Today is Opening Day of Tiger baseball at CoMerica Park in Detroit at 1:10PM. It is also Maundy Thursday and Central Church’s Service at 6:30PM. I plan on being at both.
I don’t know why the powers-that-be put Opening Day on Maundy Thursday. Doesn’t Chris Ilitch (the owner of the Detroit Tigers) know I need to be at church for the 6:30 service? He didn’t call to ask (he doesn’t call me on other baseball matters either, believe me, I could tell him a thing or two). How rude!
It’s happened before—Holy Week and Opening Day baseball. 2018. Opening Day. Tie game. Tigers might win. Might lose. Ninth inning and…. fiddle-sticks (does anyone under 70 besides me say, “fiddle-sticks”?), we have to leave the game to get back to the church (that was a Good Friday Opening Day because the scheduled Maundy Thursday game had been rained out). We left the game, but followed on the radio on the drive back to the church. The Tigers should have won in the tenth inning. Everyone thought they won. The team came on to the field to celebrate, but upon further review the umpires robbed the victory. The game went into the 13th inning, when a Pittsburgh batter hit a homer and the Tigers lost. Yes, I’m still bitter.). All that to say, Opening Day and Holy Week have collided once again, and for this baseball-fan-preacher, it’s a scheduling quagmire.
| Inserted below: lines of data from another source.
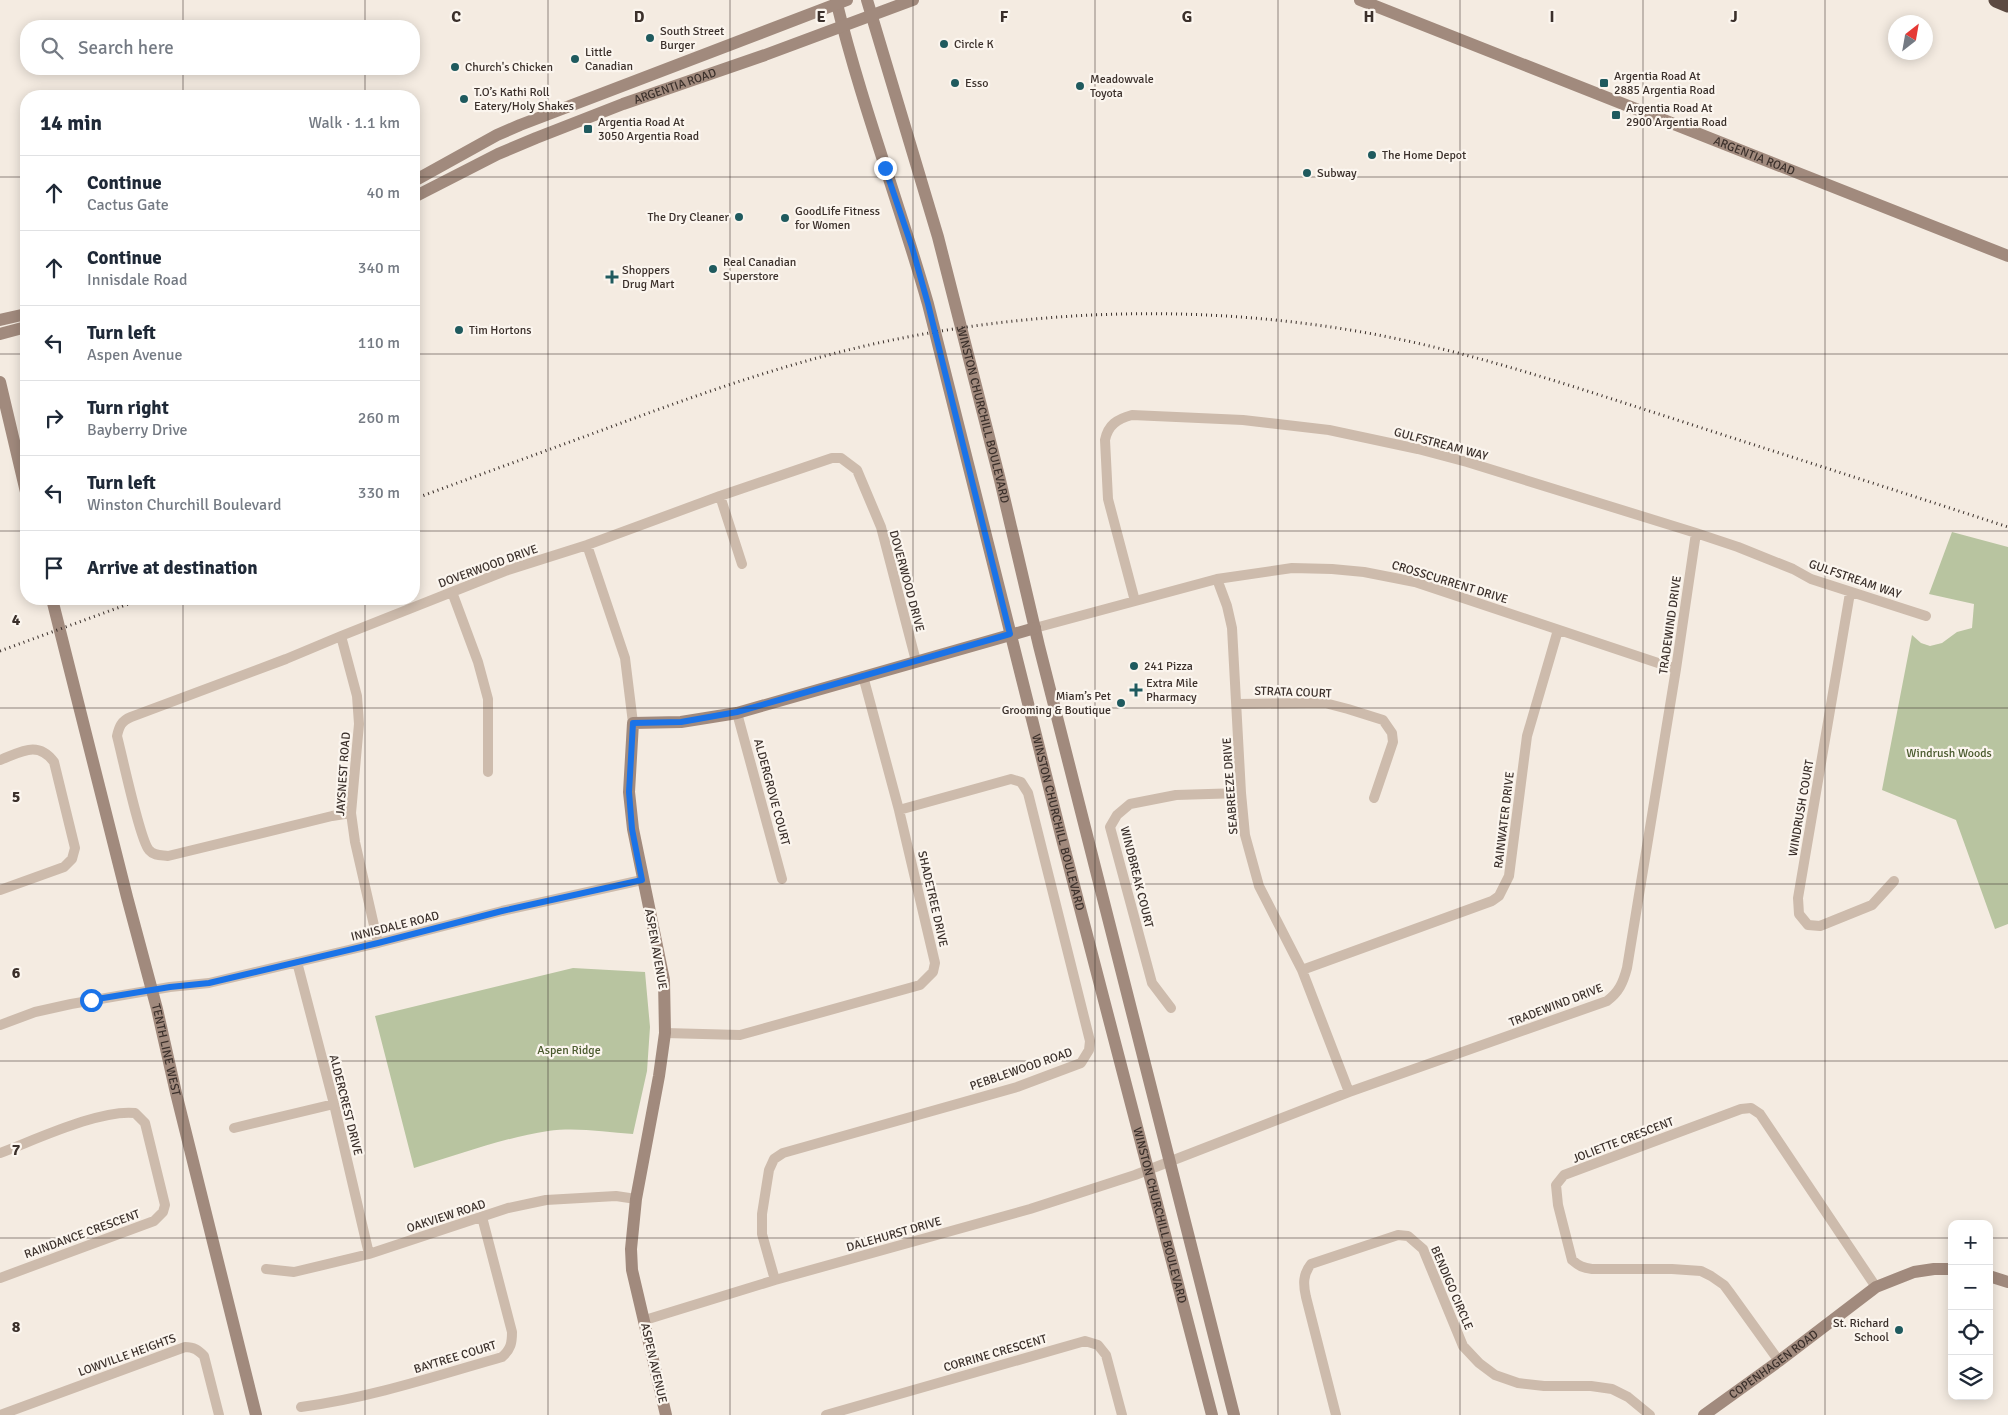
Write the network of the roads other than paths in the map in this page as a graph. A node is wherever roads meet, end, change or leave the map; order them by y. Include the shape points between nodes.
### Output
1 (867, 0) edge
2 (913, 0) edge
3 (1360, 0) edge
4 (1996, 0) edge
5 (840, 1) edge
6 (2008, 5) edge
7 (872, 15) junction
8 (842, 26) junction
9 (420, 178) edge
10 (420, 194) edge
11 (2008, 256) edge
12 (20, 315) edge
13 (0, 320) edge
14 (20, 329) edge
15 (0, 334) edge
16 (0, 382) edge
17 (20, 467) edge
18 (720, 496) junction
19 (1696, 533) junction
20 (588, 545) junction
21 (742, 564) dead end
22 (1217, 579) junction
23 (452, 592) junction
24 (1850, 593) junction
25 (1135, 600) junction
26 (54, 605) edge
27 (419, 605) edge
28 (420, 605) edge
29 (1926, 616) dead end
30 (1035, 628) junction
31 (1558, 630) junction
32 (1010, 634) junction
33 (341, 636) junction
34 (916, 661) junction
35 (1676, 668) junction
36 (863, 676) junction
37 (1237, 704) junction
38 (737, 712) junction
39 (633, 723) junction
40 (0, 760) edge
41 (488, 772) dead end
42 (1240, 793) junction
43 (1374, 798) dead end
44 (899, 810) junction
45 (351, 813) junction
46 (782, 878) dead end
47 (642, 880) junction
48 (1894, 882) dead end
49 (0, 890) edge
50 (378, 943) junction
51 (297, 962) junction
52 (1302, 970) junction
53 (152, 990) junction
54 (1171, 1008) dead end
55 (0, 1025) edge
56 (665, 1033) junction
57 (1349, 1092) junction
58 (334, 1104) junction
59 (234, 1128) dead end
60 (0, 1153) edge
61 (1170, 1162) junction
62 (1149, 1170) junction
63 (636, 1199) junction
64 (482, 1217) junction
65 (369, 1254) junction
66 (266, 1268) dead end
67 (1948, 1268) edge
68 (1993, 1277) edge
69 (0, 1278) edge
70 (775, 1280) junction
71 (2008, 1282) edge
72 (1876, 1287) junction
73 (645, 1320) junction
74 (1779, 1361) junction
75 (302, 1407) dead end
76 (0, 1415) edge
77 (219, 1415) edge
78 (256, 1415) edge
79 (666, 1415) edge
80 (826, 1415) edge
81 (1122, 1415) edge
82 (1212, 1415) edge
83 (1234, 1415) edge
84 (1336, 1415) edge
85 (1650, 1415) edge
86 (1704, 1415) edge

1 - 7 street, WINSTON CHURCHILL BOULEVARD
2 - 7 street, ARGENTIA ROAD
3 - 11 street, ARGENTIA ROAD
4 - 6 highway
5 - 8 street, WINSTON CHURCHILL BOULEVARD
5 - 9 street, ARGENTIA ROAD via 520,125
7 - 8 street, ARGENTIA ROAD
7 - 30 street, WINSTON CHURCHILL BOULEVARD via 938,238
8 - 10 street, ARGENTIA ROAD via 536,138
8 - 32 street, WINSTON CHURCHILL BOULEVARD via 928,304
12 - 13 street
14 - 15 street
16 - 17 street
18 - 20 street, DOVERWOOD DRIVE
18 - 21 street
18 - 34 street, DOVERWOOD DRIVE via 832,458 841,458 857,470 880,528
19 - 24 street, GULFSTREAM WAY
19 - 25 street, GULFSTREAM WAY via 1467,462 1329,430 1243,420 1132,415 1113,424 1105,440 1108,499
19 - 35 street, TRADEWIND DRIVE
20 - 23 street, DOVERWOOD DRIVE
20 - 39 street, ASPEN AVENUE via 625,658
22 - 25 street, CROSSCURRENT DRIVE
22 - 31 street, CROSSCURRENT DRIVE via 1292,568 1364,572 1415,582
22 - 37 street, SEABREEZE DRIVE via 1232,628
23 - 28 street, DOVERWOOD DRIVE
23 - 41 street via 488,699
24 - 29 street, GULFSTREAM WAY
24 - 48 street, WINDRUSH COURT via 1798,898 1799,914 1808,925 1820,926 1872,905
25 - 30 street, CROSSCURRENT DRIVE
26 - 53 street, TENTH LINE WEST
27 - 33 street, DOVERWOOD DRIVE
30 - 32 street
30 - 61 street, WINSTON CHURCHILL BOULEVARD
31 - 35 street, CROSSCURRENT DRIVE
31 - 52 street, RAINWATER DRIVE via 1527,736 1509,876 1499,896
32 - 34 street
32 - 62 street, WINSTON CHURCHILL BOULEVARD
33 - 45 street, JAYSNEST ROAD via 357,696 359,724
33 - 45 street, DOVERWOOD DRIVE via 125,720 117,736 142,831 149,850 157,855 168,856
34 - 36 street
35 - 57 street, TRADEWIND DRIVE via 1627,968 1616,993 1607,1001
36 - 38 street
36 - 44 street, SHADETREE DRIVE
37 - 42 street, SEABREEZE DRIVE
37 - 43 street, STRATA COURT via 1325,704 1383,720 1392,733 1393,742
38 - 39 street via 681,722
38 - 46 street, ALDERGROVE COURT
39 - 47 street, ASPEN AVENUE via 629,792
40 - 49 street via 32,749 48,754 54,762 75,848 72,859 64,867
42 - 52 street, SEABREEZE DRIVE via 1245,835 1259,886
42 - 54 street, WINDBREAK COURT via 1176,795 1130,804 1116,814 1110,827 1152,983
44 - 56 street, SHADETREE DRIVE via 935,964 926,980 920,985 740,1035
44 - 70 street, PEBBLEWOOD ROAD via 1011,780 1021,782 1028,793 1090,1041 1089,1050 1081,1063 1016,1087 783,1153 774,1159 769,1170 762,1234
45 - 50 street, JAYSNEST ROAD via 354,842
47 - 50 street, INNISDALE ROAD
47 - 56 street, ASPEN AVENUE via 664,980
50 - 51 street, INNISDALE ROAD
51 - 53 street, INNISDALE ROAD via 209,983
51 - 58 street, ALDERCREST DRIVE
52 - 57 street, SEABREEZE DRIVE
53 - 55 street, INNISDALE ROAD via 52,1008
53 - 78 street, TENTH LINE WEST
56 - 63 street, ASPEN AVENUE
57 - 61 street, TRADEWIND DRIVE
58 - 59 street
58 - 65 street, ALDERCREST DRIVE
60 - 69 street, RAINDANCE CRESCENT via 93,1118 136,1113 145,1123 165,1205 160,1217 154,1221
61 - 62 street, TRADEWIND DRIVE
61 - 83 street, WINSTON CHURCHILL BOULEVARD
62 - 70 street, DALEHURST DRIVE via 1030,1209
62 - 82 street, WINSTON CHURCHILL BOULEVARD
63 - 64 street, OAKVIEW ROAD via 616,1196 546,1200
63 - 73 street, ASPEN AVENUE via 632,1270
64 - 65 street, OAKVIEW ROAD
64 - 75 street, BAYTREE COURT via 512,1332 509,1351 502,1357 379,1392
65 - 66 street, OAKVIEW ROAD via 294,1272
67 - 72 street, COPENHAGEN ROAD via 1914,1272
68 - 71 street
70 - 73 street, DALEHURST DRIVE
72 - 74 street, COPENHAGEN ROAD
72 - 74 street, JOLIETTE CRESCENT via 1765,1121 1751,1108 1741,1108 1564,1176 1556,1185 1572,1260 1578,1265 1592,1269 1701,1271 1724,1285
73 - 79 street, ASPEN AVENUE
74 - 86 street, COPENHAGEN ROAD
76 - 77 street, LOWVILLE HEIGHTS via 185,1347 193,1347 204,1356
80 - 81 street, CORRINE CRESCENT via 1086,1341 1098,1345 1106,1355
84 - 85 street, BENDIGO CIRCLE via 1303,1286 1305,1271 1311,1264 1398,1236 1408,1236 1423,1249 1463,1346 1495,1375 1518,1383 1612,1389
There’s quite a contrast between Maundy Thursday and Opening Day.
Opening Day at CoMerica has hope and anticipation. The Tigers might stink in the end, but on Opening Day there is hope. Maybe the team will shock the world. Maybe their young players will figure out how to hit and pitch. Maybe, just maybe, in my wildest dreams, there will be a parade in Detroit in October celebrating an unbelievable Tigers’ World Series win.
Maundy Thursday commemorates that night that Jesus washed his disciples’ feet, instituted the Lord’s supper, told us to love one another, was betrayed and then arrested in the Garden of Gethsemane. The night ends with hopelessness in many ways. The disciples scattered. Jesus alone facing the crucifixion.
Comparing a baseball game with Holy Week happenings is pure foolishness. Of course, baseball really means nothing in the grand scheme of things. Jesus means everything. What happens on a ballfield in Detroit in 2023 will not matter at the end of time. What happened on Golgotha outside of Jerusalem means everything. The baseball championship celebration parade on Woodward Avenue in October would not come close to the celebration of an empty tomb on that first Easter morning. That’s a celebration which has happened every Sunday since the resurrection and even more so on Easter Sundays like this week.
You might miss the Opening Day gala at CoMerica Park today, but don’t miss Holy Week’s services. Starting with tonight’s remembrance and communion service, tomorrow’s Good Friday Tenebrae Service and, of course, Easter Sunday’s powerful celebration service. All are meaningful. All are good.
Say “Go Tigers” this afternoon if you want, but more importantly, say, “Go Jesus!” and invite your friends to join you in great remembrances and celebrations this week!